__Exercise__. If a line includes the word "numbered", it belongs in the count; state the total for the data below and add nothing.

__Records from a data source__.
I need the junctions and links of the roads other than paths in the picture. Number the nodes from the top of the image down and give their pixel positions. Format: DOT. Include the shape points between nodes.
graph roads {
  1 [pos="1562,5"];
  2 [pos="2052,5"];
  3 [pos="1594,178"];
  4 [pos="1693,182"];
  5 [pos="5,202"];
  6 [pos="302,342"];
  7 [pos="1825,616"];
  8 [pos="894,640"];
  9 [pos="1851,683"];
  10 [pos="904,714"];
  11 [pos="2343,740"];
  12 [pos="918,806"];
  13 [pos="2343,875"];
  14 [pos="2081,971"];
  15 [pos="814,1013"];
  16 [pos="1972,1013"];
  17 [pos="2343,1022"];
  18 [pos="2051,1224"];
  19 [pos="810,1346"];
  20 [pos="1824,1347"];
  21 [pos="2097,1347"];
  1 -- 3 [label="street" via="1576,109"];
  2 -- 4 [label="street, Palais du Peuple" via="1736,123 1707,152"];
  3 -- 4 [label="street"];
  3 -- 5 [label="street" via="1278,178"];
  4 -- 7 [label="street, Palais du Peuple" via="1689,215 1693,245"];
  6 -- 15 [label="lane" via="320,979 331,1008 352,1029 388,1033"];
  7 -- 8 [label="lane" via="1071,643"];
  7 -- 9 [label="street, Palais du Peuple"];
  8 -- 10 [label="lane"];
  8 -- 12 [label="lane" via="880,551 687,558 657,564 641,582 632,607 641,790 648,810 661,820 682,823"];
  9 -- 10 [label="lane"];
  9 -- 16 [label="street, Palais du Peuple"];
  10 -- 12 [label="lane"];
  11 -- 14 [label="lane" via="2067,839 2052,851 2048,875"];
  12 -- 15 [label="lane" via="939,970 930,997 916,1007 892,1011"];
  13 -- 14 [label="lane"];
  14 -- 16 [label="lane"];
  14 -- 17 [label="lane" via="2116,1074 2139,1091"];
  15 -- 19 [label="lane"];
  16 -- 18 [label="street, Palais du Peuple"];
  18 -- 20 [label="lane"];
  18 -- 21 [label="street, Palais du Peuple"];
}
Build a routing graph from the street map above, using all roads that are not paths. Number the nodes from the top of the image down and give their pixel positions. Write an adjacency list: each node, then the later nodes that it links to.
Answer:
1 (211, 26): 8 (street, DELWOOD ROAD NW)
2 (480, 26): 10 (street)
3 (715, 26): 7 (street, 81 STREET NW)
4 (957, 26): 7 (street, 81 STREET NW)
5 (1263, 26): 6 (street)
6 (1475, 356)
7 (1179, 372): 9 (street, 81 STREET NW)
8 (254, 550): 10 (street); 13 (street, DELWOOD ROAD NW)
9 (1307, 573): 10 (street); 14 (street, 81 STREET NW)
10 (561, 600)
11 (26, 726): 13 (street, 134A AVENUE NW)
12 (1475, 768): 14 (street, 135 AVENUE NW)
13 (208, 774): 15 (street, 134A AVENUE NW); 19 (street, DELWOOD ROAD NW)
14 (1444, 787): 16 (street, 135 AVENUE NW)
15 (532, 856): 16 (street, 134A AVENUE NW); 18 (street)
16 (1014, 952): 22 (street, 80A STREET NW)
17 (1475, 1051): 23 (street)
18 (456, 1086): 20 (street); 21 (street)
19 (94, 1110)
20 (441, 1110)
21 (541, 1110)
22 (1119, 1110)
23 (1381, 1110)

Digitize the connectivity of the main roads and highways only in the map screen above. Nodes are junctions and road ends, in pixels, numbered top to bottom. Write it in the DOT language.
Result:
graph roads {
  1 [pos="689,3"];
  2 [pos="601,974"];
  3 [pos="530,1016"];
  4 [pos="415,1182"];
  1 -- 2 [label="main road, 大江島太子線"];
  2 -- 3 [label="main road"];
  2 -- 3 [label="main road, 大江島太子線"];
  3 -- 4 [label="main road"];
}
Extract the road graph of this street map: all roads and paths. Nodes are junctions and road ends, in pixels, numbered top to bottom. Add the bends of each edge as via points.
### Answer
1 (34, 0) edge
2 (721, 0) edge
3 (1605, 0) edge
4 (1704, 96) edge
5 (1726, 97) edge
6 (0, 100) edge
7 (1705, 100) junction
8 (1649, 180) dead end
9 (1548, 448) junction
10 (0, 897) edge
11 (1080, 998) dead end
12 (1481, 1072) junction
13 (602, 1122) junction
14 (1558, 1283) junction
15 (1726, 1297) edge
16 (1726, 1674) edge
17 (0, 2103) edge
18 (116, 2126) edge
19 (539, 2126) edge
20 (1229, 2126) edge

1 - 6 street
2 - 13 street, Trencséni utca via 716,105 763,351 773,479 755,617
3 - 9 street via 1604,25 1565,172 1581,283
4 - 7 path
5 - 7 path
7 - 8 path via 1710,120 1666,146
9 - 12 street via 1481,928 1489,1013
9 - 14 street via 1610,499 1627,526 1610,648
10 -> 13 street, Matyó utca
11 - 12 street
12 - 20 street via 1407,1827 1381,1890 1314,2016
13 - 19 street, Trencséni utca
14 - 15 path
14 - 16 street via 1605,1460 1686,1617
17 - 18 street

__Answer to this problem__. 2